Japanese martial artist (1920–2011)

Koichi Tohei (藤平光一, Tōhei Kōichi) (20 January 1920 – 19 May 2011) was a 10th Dan aikidoka and founder of the Ki Society and its style of aikido, officially Shin Shin Toitsu Aikido (literally "aikido with mind and body unified"), but commonly known as Ki-Aikido.

==Aikido==
Koichi Tohei was born 1920 in Shitaya ward (下谷区), presently Taitō, in Tokyo and graduated from the Economics Department of Keio University. As a boy he was sickly and frail, leading his father to recommend Tohei for judo studies. He trained hard and his body prospered, but soon after he began his pre-college studies at Keio University, he developed a case of pleurisy. This forced Tohei to take a year off.
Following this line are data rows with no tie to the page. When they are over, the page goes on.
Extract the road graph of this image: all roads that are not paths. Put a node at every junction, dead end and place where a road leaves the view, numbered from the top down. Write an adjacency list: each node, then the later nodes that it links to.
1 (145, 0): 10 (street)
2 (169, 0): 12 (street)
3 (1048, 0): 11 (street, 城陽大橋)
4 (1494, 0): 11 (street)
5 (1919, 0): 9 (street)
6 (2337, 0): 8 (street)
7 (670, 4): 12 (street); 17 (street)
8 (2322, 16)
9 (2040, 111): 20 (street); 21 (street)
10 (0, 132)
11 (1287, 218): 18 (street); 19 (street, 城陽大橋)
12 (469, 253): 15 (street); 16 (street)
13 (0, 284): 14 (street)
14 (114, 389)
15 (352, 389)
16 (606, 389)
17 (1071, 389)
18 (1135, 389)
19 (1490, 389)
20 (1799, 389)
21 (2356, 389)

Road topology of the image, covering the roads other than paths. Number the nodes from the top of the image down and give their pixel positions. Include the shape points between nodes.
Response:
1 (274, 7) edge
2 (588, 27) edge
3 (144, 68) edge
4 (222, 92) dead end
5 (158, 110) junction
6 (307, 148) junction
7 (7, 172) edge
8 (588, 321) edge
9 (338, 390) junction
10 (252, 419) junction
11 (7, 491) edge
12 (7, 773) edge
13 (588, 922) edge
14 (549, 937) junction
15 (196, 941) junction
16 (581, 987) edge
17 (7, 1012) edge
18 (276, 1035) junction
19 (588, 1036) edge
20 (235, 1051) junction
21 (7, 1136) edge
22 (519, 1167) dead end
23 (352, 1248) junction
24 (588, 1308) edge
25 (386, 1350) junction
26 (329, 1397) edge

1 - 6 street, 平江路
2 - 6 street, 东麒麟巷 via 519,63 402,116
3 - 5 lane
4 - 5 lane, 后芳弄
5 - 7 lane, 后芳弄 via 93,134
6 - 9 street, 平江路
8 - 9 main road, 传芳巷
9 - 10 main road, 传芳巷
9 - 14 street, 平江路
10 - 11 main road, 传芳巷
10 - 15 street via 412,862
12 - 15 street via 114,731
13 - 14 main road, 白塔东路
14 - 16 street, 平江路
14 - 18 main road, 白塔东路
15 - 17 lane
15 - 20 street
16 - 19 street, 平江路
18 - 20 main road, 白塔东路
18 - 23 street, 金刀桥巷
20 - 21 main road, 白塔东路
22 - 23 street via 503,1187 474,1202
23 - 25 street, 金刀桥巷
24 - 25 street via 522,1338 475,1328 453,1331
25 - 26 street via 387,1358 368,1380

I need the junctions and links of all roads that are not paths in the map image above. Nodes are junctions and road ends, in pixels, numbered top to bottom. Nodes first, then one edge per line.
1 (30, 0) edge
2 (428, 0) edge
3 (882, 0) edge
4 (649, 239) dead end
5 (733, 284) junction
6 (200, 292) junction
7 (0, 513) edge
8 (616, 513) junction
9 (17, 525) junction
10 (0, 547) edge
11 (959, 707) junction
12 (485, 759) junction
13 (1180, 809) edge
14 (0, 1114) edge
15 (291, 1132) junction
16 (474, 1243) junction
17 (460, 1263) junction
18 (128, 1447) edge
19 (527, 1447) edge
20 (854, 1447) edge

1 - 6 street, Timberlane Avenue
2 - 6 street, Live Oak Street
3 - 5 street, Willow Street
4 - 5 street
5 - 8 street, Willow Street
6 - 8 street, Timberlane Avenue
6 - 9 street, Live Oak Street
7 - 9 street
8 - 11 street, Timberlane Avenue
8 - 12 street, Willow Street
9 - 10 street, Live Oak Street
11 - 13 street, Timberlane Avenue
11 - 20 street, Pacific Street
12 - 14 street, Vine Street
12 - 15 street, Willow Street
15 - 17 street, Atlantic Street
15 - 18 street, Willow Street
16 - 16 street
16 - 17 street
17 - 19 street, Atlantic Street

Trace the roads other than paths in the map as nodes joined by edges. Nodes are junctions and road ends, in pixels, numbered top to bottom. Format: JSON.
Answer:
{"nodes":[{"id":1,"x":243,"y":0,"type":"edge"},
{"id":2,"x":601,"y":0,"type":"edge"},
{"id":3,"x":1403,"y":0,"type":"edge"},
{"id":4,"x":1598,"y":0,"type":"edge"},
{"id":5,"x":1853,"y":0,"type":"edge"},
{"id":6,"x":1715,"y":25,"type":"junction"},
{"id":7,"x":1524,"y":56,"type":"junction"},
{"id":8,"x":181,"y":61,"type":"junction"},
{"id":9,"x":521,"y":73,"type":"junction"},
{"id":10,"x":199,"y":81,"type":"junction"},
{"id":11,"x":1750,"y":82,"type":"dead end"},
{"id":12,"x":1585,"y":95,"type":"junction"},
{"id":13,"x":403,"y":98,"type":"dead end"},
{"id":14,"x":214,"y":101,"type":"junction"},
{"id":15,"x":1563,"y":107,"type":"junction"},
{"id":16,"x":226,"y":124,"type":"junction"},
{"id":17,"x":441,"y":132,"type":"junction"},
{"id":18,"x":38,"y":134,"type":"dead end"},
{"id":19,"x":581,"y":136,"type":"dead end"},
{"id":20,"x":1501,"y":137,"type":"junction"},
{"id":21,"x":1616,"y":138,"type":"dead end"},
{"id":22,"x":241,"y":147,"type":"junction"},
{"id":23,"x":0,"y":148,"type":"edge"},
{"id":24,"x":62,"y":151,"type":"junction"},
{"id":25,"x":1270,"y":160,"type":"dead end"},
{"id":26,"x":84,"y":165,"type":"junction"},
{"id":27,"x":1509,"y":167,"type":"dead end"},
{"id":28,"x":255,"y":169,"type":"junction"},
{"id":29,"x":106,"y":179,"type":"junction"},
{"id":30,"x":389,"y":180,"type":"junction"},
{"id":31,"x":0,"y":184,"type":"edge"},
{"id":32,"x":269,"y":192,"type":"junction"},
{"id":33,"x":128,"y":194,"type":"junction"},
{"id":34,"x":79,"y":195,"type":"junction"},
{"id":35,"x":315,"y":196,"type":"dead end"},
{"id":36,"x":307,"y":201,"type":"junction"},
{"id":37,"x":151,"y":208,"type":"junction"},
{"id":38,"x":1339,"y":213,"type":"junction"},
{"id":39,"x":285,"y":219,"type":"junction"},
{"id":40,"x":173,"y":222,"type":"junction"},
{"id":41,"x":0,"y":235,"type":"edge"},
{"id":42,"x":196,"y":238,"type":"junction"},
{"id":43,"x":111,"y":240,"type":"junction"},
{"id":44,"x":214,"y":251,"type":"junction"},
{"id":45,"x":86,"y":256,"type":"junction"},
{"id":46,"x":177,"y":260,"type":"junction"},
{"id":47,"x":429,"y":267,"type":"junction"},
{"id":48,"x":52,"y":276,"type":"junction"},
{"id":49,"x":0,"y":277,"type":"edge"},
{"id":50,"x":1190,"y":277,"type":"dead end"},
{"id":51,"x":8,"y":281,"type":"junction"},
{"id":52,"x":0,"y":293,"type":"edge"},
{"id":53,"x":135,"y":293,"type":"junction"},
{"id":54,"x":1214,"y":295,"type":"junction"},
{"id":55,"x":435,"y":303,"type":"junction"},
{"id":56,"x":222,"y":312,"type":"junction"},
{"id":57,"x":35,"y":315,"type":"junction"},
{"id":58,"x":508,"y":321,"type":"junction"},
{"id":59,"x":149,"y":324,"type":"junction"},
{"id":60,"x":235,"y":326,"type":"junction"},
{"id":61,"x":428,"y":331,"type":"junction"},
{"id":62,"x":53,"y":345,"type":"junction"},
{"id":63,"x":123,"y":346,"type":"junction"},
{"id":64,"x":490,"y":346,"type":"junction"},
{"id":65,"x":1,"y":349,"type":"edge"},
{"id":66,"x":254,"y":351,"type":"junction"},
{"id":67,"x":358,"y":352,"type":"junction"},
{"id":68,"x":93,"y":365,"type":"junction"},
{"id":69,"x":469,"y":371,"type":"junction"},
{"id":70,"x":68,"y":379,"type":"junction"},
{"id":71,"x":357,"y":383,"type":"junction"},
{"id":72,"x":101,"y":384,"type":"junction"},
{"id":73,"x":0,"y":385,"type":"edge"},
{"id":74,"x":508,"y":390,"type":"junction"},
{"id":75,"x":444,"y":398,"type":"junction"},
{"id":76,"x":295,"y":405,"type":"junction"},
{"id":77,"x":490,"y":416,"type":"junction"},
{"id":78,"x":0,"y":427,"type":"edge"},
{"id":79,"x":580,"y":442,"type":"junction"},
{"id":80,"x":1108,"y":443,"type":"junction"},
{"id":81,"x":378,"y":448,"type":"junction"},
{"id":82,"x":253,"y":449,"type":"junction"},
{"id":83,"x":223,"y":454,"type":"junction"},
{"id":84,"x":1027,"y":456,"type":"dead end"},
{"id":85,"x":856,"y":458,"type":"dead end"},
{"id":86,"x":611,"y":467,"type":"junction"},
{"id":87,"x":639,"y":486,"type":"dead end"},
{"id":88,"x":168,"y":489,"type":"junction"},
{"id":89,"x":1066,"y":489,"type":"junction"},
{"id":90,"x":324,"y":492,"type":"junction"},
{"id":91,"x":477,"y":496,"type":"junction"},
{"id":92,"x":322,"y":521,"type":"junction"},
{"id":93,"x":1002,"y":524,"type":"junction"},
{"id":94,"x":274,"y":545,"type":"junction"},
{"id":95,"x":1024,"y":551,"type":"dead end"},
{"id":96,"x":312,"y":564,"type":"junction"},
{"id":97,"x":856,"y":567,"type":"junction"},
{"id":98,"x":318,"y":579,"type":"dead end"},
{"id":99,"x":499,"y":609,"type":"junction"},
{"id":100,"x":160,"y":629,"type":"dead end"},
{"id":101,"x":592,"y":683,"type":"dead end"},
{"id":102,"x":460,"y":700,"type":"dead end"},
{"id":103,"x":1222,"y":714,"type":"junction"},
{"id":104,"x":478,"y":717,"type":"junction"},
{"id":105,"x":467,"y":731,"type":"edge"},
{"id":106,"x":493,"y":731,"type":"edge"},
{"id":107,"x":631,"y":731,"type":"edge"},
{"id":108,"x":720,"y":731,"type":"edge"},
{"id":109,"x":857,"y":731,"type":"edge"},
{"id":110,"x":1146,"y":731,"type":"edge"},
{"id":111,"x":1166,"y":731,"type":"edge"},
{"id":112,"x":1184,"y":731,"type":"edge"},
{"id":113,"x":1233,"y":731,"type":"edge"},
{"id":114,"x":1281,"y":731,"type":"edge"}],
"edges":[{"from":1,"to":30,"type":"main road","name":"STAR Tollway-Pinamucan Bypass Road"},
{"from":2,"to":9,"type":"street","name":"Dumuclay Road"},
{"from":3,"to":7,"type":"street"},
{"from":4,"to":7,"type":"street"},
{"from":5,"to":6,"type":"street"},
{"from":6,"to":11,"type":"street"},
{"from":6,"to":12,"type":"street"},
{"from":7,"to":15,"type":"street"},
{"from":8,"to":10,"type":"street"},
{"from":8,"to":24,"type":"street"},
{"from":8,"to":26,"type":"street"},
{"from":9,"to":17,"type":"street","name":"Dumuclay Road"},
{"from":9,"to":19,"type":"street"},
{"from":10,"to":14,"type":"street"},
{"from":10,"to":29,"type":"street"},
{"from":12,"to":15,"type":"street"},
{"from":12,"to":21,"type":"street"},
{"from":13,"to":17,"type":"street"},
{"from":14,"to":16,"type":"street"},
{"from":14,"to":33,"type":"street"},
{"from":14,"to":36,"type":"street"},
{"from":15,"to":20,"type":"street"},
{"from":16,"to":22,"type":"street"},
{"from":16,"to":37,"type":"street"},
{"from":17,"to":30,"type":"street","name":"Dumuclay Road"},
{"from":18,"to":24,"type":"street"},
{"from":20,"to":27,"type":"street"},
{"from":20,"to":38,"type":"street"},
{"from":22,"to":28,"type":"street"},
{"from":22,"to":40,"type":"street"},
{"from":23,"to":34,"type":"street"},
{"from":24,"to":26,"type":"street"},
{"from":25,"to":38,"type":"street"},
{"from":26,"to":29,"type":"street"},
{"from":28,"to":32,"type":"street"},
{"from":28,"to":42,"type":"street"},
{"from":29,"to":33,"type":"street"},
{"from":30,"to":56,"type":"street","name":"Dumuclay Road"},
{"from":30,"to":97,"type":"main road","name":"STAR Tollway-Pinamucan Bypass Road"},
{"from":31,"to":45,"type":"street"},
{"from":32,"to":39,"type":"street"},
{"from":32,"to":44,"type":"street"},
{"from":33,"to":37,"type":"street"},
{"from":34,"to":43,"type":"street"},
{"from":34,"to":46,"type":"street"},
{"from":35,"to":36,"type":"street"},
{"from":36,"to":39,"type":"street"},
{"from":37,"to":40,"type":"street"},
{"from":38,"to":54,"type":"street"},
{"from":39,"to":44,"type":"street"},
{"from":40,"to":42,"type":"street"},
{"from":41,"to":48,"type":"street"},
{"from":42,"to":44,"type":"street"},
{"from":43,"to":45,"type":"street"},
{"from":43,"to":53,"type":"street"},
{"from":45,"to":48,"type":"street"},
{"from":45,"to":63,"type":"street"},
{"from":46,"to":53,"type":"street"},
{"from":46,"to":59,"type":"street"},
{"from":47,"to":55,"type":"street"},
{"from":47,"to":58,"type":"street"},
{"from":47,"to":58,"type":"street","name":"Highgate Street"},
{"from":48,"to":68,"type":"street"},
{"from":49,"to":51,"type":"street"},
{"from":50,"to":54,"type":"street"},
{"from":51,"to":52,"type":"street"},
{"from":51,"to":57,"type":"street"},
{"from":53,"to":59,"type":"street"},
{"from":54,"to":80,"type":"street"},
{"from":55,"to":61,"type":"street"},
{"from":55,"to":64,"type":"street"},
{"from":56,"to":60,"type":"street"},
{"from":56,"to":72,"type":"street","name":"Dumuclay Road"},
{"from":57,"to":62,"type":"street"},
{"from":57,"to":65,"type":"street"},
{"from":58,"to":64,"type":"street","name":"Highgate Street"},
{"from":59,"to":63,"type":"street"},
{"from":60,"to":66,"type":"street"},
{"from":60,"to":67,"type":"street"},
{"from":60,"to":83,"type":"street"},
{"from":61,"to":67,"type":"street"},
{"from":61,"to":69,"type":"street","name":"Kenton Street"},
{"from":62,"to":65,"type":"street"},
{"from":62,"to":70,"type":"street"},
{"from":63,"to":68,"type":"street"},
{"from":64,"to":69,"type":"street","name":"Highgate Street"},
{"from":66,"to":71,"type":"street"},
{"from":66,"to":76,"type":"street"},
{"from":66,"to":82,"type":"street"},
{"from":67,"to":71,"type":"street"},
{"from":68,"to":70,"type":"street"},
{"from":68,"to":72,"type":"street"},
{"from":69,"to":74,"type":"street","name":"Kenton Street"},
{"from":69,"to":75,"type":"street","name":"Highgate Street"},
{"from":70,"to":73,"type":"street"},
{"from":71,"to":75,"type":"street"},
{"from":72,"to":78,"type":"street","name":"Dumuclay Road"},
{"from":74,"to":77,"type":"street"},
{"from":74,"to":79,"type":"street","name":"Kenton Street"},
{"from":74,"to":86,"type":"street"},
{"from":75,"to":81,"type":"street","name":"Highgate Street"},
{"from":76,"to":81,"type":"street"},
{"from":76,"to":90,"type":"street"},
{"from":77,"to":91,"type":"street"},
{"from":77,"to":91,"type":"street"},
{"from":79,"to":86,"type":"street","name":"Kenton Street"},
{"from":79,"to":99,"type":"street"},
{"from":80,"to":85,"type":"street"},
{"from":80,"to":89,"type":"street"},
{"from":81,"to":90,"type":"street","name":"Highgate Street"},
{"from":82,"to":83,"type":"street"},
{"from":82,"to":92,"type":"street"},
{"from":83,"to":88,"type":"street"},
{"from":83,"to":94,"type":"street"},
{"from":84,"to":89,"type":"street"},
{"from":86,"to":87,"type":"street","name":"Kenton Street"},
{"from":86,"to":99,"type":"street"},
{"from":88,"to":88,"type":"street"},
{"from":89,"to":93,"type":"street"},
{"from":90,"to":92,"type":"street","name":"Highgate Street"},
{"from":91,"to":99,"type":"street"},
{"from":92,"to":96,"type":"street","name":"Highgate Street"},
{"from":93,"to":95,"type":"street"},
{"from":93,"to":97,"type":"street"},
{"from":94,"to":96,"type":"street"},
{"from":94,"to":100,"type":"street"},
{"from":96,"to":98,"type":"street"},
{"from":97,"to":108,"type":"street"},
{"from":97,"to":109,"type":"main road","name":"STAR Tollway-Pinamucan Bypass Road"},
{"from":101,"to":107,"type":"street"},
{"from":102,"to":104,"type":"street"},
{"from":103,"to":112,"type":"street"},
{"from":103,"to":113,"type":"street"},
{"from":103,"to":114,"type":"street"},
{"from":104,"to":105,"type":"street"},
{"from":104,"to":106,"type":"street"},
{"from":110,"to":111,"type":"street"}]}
Tohei was distressed at the thought of losing his newfound strength of body and his means of training it, so he decided to replace his judo studies with Zen meditation and misogi exercises, learned at the Ichikukai Dojo in Tokyo. As with his judo studies, Tohei entered the training of the mind with fervor and soon excelled despite his serious health issues. After his recovery from pleurisy, Tohei became convinced that it was his efforts in training his mind and cultivating his ki that had helped him to heal and recover. This stimulated his later development of Kiatsu, a system of treating physical illness by pressing with the fingers and extending the ki into the ill person's body. Tohei describes this as "priming the pump" allowing the person to heal themselves.

After recovering from pleurisy he returned to judo, but Tohei wanted more than just physical training and did not think that judo was the right art for him to practise, although he did continue studying judo until he started aikido.

In 1940, when he was 19, Tohei's judo instructor, Shohei Mori, recommended that Tohei meet with the founder of aikido, Morihei Ueshiba.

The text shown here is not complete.